_Aim of the task_. In the data below, locate each line with the word "above" and list it.

Records from a data collection:
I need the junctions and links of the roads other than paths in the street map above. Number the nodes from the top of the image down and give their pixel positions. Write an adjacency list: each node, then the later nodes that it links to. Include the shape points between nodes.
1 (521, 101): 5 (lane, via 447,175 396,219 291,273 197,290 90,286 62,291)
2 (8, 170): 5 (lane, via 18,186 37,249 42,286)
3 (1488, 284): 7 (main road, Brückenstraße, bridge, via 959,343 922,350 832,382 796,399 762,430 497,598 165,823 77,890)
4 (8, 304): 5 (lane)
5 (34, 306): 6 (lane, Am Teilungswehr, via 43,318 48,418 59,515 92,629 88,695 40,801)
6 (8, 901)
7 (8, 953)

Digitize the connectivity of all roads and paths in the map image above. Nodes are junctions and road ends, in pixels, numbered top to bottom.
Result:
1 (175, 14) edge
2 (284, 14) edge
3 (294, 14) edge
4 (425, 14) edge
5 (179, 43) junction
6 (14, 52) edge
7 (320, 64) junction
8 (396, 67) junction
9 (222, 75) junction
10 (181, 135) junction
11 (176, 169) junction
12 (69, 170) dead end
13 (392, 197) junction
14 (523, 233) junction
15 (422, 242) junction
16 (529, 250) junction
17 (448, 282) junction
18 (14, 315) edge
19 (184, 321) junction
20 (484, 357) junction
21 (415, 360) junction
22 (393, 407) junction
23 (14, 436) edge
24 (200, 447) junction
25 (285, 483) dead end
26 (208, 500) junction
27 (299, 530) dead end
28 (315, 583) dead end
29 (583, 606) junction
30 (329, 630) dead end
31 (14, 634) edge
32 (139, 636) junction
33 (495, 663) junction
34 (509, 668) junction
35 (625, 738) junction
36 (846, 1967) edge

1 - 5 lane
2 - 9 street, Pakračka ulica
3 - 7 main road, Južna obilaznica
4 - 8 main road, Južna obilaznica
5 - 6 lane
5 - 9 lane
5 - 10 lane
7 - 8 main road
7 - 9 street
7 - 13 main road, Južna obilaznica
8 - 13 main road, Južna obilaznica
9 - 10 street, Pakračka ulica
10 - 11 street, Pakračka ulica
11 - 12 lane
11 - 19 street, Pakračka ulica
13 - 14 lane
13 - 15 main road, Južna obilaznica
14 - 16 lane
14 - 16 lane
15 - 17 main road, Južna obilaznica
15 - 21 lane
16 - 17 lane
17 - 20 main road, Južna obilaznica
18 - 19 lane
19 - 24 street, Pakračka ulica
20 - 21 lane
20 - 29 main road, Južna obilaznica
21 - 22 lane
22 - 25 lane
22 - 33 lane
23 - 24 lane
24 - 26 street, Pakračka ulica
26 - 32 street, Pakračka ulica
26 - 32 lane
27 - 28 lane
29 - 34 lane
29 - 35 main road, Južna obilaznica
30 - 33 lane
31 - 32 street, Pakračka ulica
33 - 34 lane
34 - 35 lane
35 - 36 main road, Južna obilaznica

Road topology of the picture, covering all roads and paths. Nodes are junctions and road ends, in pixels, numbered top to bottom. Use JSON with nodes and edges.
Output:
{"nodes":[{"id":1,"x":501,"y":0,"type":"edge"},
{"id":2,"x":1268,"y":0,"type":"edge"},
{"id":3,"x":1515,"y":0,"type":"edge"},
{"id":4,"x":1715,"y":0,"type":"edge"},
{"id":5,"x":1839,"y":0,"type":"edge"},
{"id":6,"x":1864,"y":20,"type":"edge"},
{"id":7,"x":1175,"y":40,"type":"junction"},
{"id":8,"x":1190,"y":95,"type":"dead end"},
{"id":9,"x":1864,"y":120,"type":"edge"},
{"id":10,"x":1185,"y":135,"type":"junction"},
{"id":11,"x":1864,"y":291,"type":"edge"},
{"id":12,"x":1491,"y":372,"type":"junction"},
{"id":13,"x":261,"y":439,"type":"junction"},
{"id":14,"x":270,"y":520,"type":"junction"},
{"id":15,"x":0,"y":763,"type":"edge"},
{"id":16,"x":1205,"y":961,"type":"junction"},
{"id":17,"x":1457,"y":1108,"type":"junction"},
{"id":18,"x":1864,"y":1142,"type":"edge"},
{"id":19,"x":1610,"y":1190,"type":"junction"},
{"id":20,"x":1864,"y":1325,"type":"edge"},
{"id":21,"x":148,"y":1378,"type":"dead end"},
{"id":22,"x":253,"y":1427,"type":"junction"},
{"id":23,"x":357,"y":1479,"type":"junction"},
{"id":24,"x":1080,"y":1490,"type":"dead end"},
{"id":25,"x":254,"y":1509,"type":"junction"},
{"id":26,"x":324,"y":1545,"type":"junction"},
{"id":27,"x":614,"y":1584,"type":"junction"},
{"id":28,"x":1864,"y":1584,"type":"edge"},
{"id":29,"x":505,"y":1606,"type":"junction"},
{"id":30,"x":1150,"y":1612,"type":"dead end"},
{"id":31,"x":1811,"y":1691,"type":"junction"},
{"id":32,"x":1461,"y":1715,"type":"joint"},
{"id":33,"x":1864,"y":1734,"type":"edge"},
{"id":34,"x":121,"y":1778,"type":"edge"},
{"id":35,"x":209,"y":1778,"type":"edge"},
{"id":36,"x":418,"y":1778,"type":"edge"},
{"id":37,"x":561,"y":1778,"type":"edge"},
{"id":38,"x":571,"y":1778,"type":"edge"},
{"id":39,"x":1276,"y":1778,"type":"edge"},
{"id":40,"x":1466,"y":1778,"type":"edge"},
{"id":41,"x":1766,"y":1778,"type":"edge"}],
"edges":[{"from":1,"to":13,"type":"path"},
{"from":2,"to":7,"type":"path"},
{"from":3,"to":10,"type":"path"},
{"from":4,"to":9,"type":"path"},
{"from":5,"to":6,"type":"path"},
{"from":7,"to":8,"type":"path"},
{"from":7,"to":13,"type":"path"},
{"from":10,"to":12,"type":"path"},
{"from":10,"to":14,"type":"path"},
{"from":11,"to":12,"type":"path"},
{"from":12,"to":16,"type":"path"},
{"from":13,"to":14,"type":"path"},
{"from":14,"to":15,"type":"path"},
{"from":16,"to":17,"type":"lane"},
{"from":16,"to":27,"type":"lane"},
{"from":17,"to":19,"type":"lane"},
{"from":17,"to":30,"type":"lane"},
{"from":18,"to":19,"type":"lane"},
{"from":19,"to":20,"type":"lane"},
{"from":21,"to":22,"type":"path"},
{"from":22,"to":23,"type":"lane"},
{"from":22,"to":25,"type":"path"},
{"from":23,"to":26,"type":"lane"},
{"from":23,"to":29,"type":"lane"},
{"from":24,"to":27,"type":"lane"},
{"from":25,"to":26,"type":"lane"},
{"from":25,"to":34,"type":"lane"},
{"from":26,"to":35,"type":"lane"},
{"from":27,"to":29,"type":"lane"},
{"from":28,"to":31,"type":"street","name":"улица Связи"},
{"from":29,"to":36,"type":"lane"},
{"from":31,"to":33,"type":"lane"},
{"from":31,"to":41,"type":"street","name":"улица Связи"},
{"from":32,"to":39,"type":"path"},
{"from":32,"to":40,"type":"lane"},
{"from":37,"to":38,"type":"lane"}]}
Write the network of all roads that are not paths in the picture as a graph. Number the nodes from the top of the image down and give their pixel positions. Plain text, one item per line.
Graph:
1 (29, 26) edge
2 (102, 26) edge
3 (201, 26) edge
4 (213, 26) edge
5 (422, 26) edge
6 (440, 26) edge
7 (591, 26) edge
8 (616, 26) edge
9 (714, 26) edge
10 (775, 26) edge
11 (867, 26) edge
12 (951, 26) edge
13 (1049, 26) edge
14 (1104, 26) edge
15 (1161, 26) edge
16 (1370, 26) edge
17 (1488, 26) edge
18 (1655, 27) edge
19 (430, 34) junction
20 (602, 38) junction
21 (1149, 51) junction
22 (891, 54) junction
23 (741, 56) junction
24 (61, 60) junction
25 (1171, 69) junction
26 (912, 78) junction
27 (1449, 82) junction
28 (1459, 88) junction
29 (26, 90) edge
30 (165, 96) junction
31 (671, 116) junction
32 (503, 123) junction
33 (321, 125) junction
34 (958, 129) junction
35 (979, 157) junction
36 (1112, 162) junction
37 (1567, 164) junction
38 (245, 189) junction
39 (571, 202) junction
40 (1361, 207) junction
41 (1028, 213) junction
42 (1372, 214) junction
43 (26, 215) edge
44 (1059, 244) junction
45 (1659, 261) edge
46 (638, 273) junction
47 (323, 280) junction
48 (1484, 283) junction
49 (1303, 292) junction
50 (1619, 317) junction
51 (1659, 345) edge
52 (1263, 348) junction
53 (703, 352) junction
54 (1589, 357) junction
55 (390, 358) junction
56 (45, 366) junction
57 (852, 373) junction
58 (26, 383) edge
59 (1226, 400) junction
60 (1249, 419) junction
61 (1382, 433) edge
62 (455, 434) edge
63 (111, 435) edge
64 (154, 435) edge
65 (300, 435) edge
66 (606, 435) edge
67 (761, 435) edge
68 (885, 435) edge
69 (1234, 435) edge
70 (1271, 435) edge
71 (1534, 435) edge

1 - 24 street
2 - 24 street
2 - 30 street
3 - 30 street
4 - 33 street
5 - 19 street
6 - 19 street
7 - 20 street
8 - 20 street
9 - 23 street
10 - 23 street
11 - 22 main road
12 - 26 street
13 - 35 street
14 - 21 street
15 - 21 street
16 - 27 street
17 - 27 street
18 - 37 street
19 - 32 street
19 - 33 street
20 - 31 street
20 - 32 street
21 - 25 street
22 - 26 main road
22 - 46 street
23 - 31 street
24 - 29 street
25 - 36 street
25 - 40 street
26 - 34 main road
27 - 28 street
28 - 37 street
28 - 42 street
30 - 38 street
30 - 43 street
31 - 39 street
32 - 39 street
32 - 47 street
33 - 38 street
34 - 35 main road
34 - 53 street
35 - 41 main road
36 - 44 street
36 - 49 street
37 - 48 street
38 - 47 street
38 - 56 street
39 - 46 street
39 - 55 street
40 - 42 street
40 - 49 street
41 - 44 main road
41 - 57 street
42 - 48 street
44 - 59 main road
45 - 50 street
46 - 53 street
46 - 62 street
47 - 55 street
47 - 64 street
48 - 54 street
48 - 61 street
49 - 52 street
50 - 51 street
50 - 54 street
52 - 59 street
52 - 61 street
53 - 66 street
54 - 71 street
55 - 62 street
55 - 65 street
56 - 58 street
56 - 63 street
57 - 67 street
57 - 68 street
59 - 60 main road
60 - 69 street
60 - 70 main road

_Output of the exercise_.
I need the junctions and links of the roads other than paths in the street map above. Number the nodes from the top of the image down and give their pixel positions. Write an adjacency list: each node, then the later nodes that it links to. Include the shape points between nodes.
Digitize the connectivity of all roads and paths in the map image above. Nodes are junctions and road ends, in pixels, numbered top to bottom.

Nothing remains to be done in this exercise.